Conflictos tras la muerte de Pedro de Valdivia
En el testamento de Valdivia, que solo se debía abrir a su muerte, nombraba gobernador de Chile en primer lugar a Gerónimo de Alderete, en segundo a Francisco de Aguirre y por último a Francisco de Villagra. Alderete se encontraba en España negociando el reconocimiento del cargo de Valdivia por el rey, Aguirre en la conquista de Tucumán y Villagra en las ciudades del sur (Concepción, La Imperial y Valdivia). Las ciudades del sur proclamaron entonces a Villagra como gobernador.

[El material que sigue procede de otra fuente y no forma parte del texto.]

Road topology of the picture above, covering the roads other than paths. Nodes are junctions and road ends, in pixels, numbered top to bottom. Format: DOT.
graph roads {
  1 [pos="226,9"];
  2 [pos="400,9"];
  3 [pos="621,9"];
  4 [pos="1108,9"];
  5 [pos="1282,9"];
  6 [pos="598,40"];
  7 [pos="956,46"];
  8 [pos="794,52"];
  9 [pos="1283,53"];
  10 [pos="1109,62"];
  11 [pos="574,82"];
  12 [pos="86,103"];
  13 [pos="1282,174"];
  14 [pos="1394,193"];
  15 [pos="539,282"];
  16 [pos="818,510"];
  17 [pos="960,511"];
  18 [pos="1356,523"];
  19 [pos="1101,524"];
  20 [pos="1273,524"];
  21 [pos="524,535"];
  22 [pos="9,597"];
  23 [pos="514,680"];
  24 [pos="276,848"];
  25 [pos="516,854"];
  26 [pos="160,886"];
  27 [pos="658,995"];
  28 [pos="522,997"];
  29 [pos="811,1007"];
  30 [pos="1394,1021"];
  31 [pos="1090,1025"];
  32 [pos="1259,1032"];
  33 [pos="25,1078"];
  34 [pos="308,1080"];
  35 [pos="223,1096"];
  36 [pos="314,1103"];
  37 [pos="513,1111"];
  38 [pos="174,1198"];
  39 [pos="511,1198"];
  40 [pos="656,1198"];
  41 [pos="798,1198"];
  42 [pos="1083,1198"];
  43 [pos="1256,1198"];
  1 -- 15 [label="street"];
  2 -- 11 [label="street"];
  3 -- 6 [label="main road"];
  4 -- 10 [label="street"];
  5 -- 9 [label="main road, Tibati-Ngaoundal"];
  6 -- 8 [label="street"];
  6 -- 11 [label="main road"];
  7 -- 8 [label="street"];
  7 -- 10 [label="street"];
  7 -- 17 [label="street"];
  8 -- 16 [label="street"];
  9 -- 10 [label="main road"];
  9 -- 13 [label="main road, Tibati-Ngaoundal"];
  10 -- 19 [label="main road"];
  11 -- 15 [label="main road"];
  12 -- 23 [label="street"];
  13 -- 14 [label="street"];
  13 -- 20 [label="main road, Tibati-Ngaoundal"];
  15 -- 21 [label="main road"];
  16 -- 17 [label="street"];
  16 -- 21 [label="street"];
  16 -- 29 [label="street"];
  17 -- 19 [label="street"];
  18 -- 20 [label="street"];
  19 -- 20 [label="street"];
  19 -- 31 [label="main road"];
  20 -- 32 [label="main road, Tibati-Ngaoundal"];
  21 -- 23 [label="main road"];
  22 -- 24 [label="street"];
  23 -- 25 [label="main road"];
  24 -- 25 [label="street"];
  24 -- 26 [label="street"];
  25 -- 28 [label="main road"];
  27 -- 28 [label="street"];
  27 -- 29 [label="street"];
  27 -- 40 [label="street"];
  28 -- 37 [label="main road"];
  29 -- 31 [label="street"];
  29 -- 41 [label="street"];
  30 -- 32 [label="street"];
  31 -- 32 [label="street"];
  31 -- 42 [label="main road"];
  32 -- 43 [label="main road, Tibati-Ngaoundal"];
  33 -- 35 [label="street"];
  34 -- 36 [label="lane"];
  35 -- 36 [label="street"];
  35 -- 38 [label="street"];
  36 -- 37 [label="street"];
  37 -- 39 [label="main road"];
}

No pasó lo mismo en Santiago en donde no se respetó el testamento de Valdivia y el Cabildo proclamó gobernador a Rodrigo de Quiroga.
Villagrá intentó detener la rebelión indígena, que tenía como cabeza a Lautaro, pero al enfrentarse en la batalla de Marihueñu el 26 de febrero sufrió una terrible derrota, a consecuencia de la cual, resultó con la mitad de sus soldados muertos y sufriendo el despoblamiento y la comunicó a su padre los acontecimientos y su designación del segundo lugar en el testamento, por lo que regresó a Chile y se entabló una pelea entre los dos capitanes, del que salió mejor parado Villagra, producto que su rival tenía apoyo solo en el norte de la gobernación (La Serena y Tucumán), mientras Villagra contaba con el apoyo de los habitantes de las ciudades del sur, muchos de ellos habitando en Santiago luego del despoblamiento de Concepción.
Para dirimir esta situación el Cabildo de Santiago somete la situación al fallo arbitral de los dos letrados que habitan en Santiago, los licenciados Alonso de las Peñas y Julián Gutiérrez de Altamirano. Si bien Villagra aceptó someterse al fallo de los letrados, Aguirre los rechazó al desconfiar de las decisiones que se tomarán en Santiago.
Los letrados viajaron a Valparaíso a dictar su falla, la sentencia llegó a Santiago el 3 de octubre y fue leída en la plaza de armas la mañana siguiente. En ella se disponía que Villagra partiese inmediatamente a socorrer las ciudades de la Imperial y Valdivia y que si en el plazo de siete meses no llegaba de la Audiencia el nombre del nuevo mandatario se reconociese a Villagra como gobernador.